Os rolezinhos refletem as expressões das lutas de classes. Mas, por outro lado, também expressam valores da cultura dominante. “A escolha dos shopping centers para a realização do rolezinho, e não qualquer outro lugar, não é gratuita, ressalta Nildo Viana, pois lá é um lugar privilegiado para o consumo, bem como do consumo privilegiado”. E conclui: “Os rolezinhos realizam uma síntese de elementos das manifestações de junho e dos valores dominantes da sociedade capitalista contemporânea, o que faz nascer novas contradições sociais”. Talvez seja esse um ponto importante do filme: expressar a dialética dessas lutas contemporâneas junto com seus limites. De toda forma, este documentário faz parte de uma constelação de outras produções, como as citadas na nota de rodapé, que vale a pena ser conhecido para que compreendamos melhor o contexto social da realidade brasileira, pois o que se vê daqui para frente são lutas cada vez mais intensas.
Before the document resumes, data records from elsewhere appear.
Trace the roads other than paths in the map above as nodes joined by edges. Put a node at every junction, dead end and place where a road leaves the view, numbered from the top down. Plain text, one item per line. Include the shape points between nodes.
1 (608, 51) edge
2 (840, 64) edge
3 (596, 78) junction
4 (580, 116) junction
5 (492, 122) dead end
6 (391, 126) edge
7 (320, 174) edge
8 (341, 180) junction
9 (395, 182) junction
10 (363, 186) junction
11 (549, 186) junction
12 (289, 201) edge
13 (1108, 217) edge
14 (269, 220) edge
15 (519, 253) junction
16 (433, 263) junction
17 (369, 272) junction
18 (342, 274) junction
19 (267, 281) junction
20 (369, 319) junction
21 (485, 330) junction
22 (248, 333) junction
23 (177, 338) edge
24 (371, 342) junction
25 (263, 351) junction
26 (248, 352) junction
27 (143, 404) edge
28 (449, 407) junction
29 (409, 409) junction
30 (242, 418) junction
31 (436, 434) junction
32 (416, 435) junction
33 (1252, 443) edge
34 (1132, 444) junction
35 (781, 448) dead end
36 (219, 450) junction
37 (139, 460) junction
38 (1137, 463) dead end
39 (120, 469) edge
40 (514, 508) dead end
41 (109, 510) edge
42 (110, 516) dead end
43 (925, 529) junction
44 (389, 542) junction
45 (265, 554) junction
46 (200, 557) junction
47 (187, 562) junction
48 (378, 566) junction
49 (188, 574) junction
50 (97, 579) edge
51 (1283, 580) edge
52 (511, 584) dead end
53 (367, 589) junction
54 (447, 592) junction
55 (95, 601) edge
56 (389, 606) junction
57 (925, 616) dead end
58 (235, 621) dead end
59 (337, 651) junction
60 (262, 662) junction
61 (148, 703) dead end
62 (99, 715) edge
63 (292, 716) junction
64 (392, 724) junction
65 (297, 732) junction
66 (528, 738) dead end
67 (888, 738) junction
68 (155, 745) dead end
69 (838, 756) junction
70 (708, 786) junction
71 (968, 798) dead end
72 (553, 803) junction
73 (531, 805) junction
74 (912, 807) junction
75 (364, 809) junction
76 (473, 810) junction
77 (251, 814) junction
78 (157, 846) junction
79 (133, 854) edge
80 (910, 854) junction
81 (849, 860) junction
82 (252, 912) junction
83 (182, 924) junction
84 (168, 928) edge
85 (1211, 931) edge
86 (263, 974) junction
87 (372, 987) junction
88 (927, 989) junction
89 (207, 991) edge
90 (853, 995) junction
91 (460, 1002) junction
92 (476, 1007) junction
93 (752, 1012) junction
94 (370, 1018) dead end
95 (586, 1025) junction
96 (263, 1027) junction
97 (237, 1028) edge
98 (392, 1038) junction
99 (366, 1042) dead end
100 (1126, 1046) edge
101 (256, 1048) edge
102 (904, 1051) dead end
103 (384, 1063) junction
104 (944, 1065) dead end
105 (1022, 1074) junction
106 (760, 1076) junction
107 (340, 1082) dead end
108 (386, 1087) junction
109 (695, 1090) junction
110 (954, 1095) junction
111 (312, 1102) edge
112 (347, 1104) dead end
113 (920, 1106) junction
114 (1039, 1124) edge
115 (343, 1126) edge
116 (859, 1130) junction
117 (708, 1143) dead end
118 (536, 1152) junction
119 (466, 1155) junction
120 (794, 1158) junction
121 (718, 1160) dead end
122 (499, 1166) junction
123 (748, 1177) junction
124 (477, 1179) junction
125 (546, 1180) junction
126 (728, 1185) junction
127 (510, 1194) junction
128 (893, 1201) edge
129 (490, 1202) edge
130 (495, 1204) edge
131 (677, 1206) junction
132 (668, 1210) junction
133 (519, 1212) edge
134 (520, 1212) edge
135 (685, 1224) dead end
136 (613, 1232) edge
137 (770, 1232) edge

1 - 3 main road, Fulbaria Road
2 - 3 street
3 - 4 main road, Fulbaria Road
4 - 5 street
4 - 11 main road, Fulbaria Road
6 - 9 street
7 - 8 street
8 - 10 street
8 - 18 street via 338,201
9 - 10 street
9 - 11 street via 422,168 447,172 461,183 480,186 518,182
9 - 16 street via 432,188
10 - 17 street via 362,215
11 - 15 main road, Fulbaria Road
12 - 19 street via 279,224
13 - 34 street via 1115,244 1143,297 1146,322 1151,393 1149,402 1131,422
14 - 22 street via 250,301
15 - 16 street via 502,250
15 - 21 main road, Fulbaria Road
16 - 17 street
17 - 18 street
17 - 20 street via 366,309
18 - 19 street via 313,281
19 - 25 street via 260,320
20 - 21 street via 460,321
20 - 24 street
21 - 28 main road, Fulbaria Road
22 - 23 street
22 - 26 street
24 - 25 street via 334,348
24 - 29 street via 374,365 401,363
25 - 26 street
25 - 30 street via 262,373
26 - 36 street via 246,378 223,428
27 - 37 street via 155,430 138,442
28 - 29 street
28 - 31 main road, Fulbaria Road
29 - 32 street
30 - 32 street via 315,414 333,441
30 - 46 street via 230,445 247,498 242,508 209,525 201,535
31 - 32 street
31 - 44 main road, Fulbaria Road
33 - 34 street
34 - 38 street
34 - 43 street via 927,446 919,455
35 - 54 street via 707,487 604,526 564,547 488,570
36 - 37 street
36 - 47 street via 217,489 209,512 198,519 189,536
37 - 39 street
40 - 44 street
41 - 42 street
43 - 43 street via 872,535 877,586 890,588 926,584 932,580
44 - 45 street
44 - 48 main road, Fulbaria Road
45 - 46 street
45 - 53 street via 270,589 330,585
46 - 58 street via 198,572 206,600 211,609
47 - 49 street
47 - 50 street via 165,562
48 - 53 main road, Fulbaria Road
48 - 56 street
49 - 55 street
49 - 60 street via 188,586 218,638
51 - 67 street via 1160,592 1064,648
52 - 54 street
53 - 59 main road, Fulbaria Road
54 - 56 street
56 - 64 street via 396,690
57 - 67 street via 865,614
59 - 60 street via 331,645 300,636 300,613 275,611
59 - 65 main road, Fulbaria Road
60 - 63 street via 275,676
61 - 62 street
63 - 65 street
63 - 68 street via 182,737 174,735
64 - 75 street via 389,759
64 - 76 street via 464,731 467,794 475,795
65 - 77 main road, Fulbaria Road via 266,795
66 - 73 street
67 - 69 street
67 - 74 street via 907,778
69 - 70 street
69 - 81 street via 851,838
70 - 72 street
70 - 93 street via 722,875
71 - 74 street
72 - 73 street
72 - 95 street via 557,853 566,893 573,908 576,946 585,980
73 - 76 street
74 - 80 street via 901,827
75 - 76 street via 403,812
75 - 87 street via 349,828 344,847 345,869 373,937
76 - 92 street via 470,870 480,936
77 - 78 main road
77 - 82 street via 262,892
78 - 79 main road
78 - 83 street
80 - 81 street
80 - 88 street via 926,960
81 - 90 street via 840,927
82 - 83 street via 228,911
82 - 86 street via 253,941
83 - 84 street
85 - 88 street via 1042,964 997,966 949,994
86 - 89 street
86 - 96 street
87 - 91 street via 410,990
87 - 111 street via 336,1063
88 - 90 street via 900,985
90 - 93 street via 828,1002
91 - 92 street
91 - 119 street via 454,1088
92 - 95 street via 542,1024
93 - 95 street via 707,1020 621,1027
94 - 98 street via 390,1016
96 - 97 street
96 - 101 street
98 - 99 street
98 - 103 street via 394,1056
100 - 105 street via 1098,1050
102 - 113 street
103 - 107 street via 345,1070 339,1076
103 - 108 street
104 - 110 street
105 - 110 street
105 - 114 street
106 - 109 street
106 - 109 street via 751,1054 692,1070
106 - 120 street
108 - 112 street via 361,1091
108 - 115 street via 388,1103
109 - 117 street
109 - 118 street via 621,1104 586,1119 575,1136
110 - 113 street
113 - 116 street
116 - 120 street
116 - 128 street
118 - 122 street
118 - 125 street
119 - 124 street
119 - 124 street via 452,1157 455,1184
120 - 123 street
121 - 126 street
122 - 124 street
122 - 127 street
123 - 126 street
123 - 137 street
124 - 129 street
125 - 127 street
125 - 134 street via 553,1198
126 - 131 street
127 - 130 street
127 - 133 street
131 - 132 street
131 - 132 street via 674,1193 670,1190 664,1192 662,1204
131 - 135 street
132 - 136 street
Arthur Moura é cineasta, doutorando em História Social pela FFP-UERJ.

Notas

[1] Vladimir Seixas é carioca, nasceu em 1981; formado em Filosofia, com mestrado em Estética pela UERJ e em Direção Cinematográfica pela Escola de Cinema Darcy Ribeiro.
[2] Na região portuária muitas ocupações de moradores sem-teto foram brutalmente expulsas por policiais militares, oficiais, bombeiros e a guarda municipal. Em alguns casos, como é possível constatar no documentário de Vladimir Seixas, Atrás da Porta, a prefeitura destinou caminhões de lixo para transportar os poucos pertences dos moradores que foram despejados de forma brutal. Neste filme é possível ver claramente a articulação do Estado na retirada de centenas de famílias e a consequente criminalização dos militantes. Em Vozerio, Vladimir mostra, entre outras coisas, a ação do Estado contra a Aldeia Maracanã, que na disputa por uma cidade a favor do capital tornou-se alvo da especulação, tema também tratado por Carlos Vainer em diversos textos como Pátria, Empresa e Mercadoria.
[3] Vladimir dirigiu Hiato (2008), Choque (2009), Ruído Negro (2009), Atrás da Porta (2010), Vozerio (2015), A Primeira Pedra (2019), Rolê: histórias dos rolezinhos (2021), entre outros.